Ecological integrity becomes priority in management of park today. FOR IMMEDIATE RELEASE Ottawa (June 20, 2017) - CPAWS and Nature Canada celebrate a major achievement today for Rouge National Urban Park- Bill C-18 received Royal Assent from the Governor General. The law means ecological integrity will be the first priority in management of Rouge National Urban Park.

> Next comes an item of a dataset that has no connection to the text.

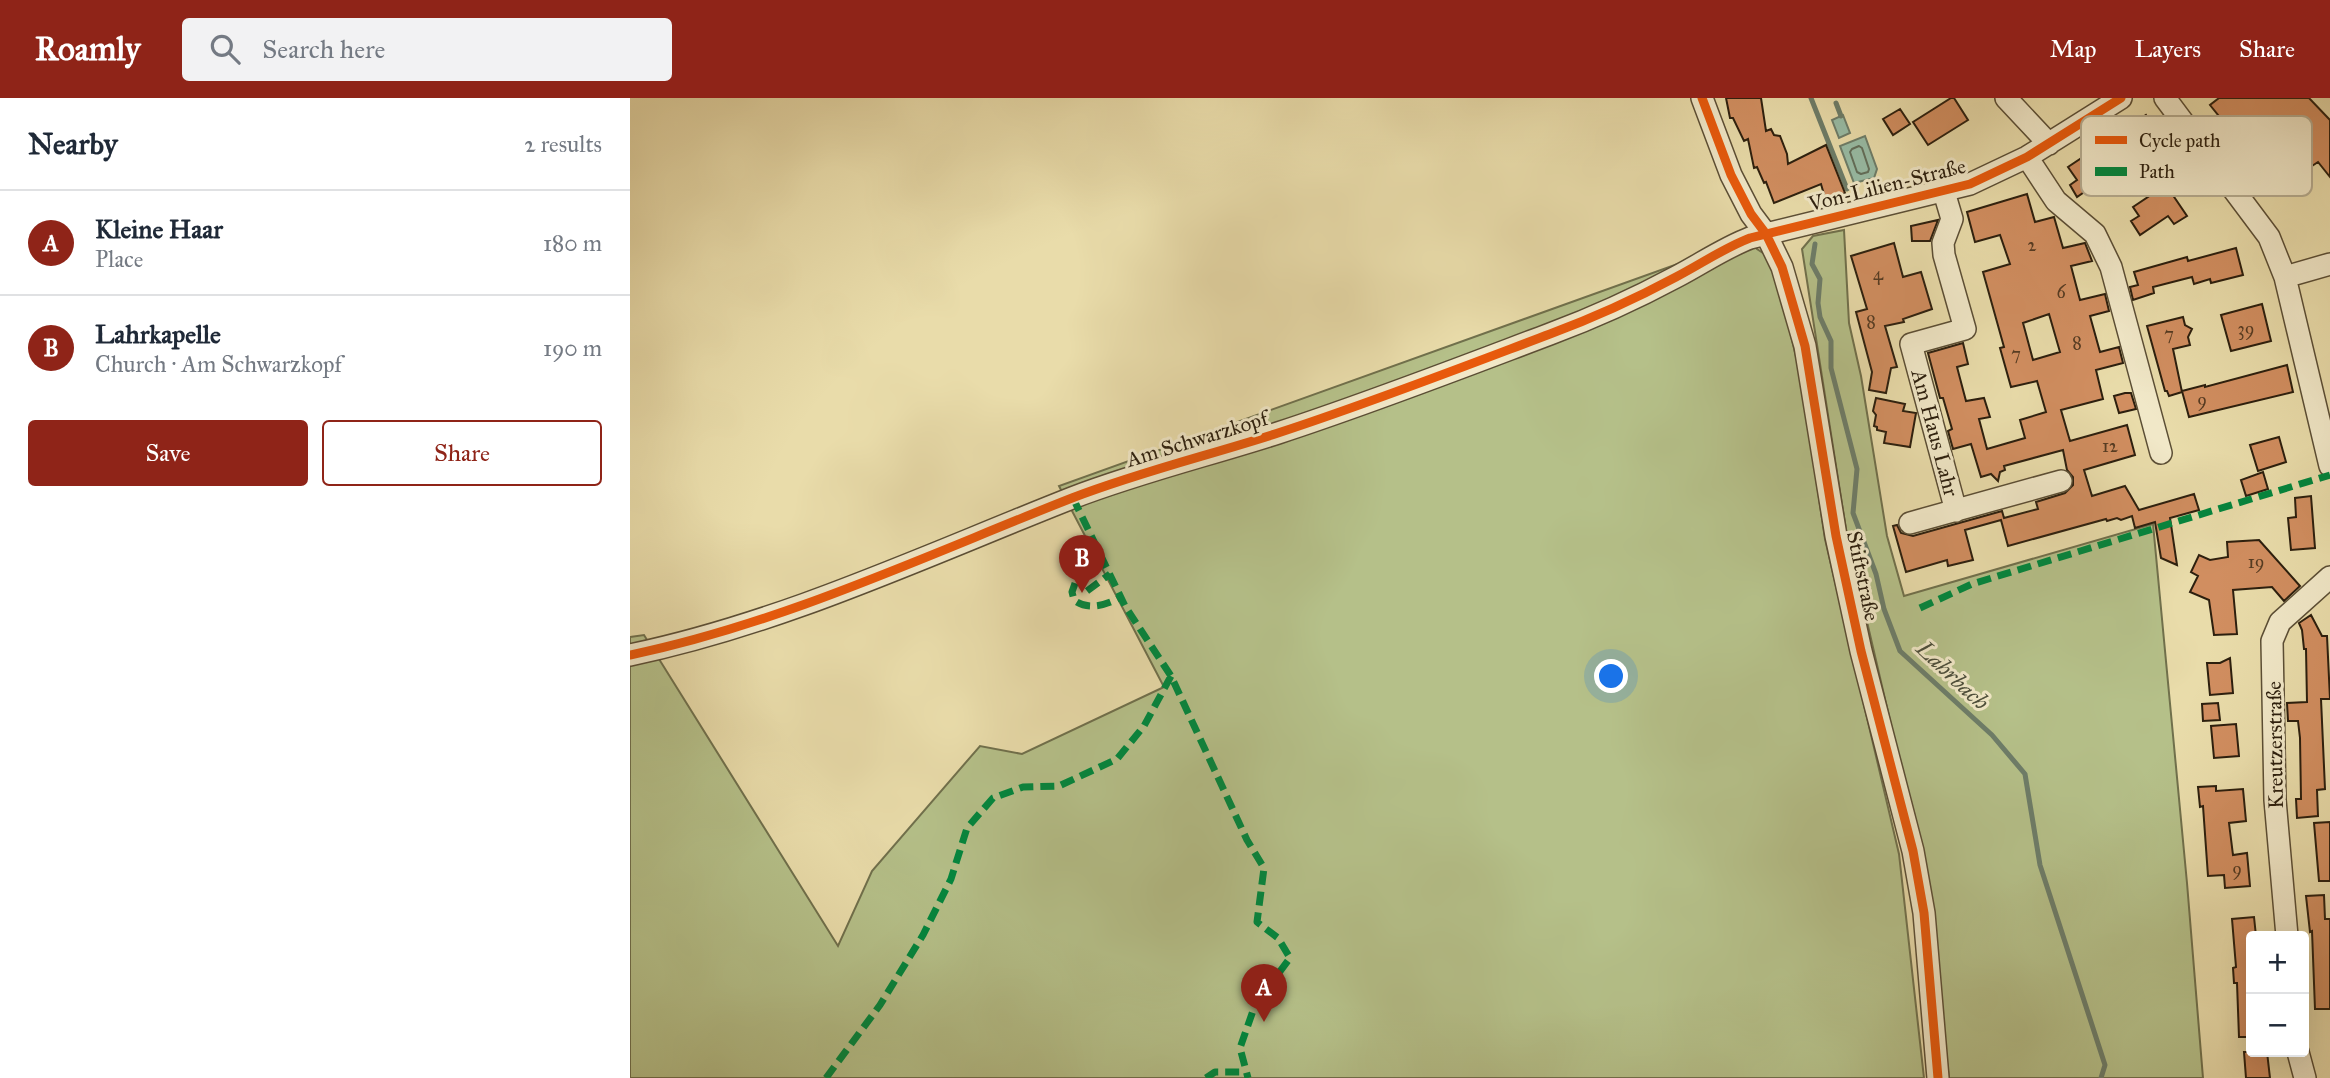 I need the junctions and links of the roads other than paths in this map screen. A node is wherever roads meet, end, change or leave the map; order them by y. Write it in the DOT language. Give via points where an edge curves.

It meets a key request from leading conservation groups in Canada that the federal government prioritize nature conservation in law for the park. "How sweet it is," says Janet Sumner, Executive Director for CPAWS Wildlands League. "After five years, we are that much closer to achieving our dream of building a truly amazing protected ecological connection for wildlife between the Oak Ridges Moraine and Lake Ontario in the Toronto area," Sumner added.‎ Nature Canada and CPAWS thank Minister Catherine McKenna and her team for leading the amendment process. "We couldn't have done it without the extraordinary leadership and commitment by Minister McKenna and her team to the park," said Eleanor Fast, Executive Director of Nature Canada. The minister made it a priority early in her mandate to strengthen the legislation and find a path forward that includes all involved. The groups are pleased with the result. "The law now meets the international definition of a protected area and ensures the park will have the best chance at long term success given its densely urban surroundings," Fast added. The groups also look forward to working with the farmers in the park on stewardship. Nature Canada and CPAWS have worked closely with both Canada and Ontario to ensure the full potential of Rouge National Urban Park can be achieved. "What an amazing gift this is to Canadians," says Éric Hébert-Daly of CPAWS. "The Rouge is a special place where everyone: newcomers to Canada, friends and families who love the outdoors and those who are just getting to know nature in their own backyard can connect with nature," added Hebert Daly. The Rouge protects a rare Carolinian Forest, is home to over 1,700 species of plants and animals including 23 species at risk. Because it is located in the heart of the GTA, this natural gem will also be an important gateway for residents and visitors to learn about Canada's national park system and the important role it plays in protecting Canada's biodiversity.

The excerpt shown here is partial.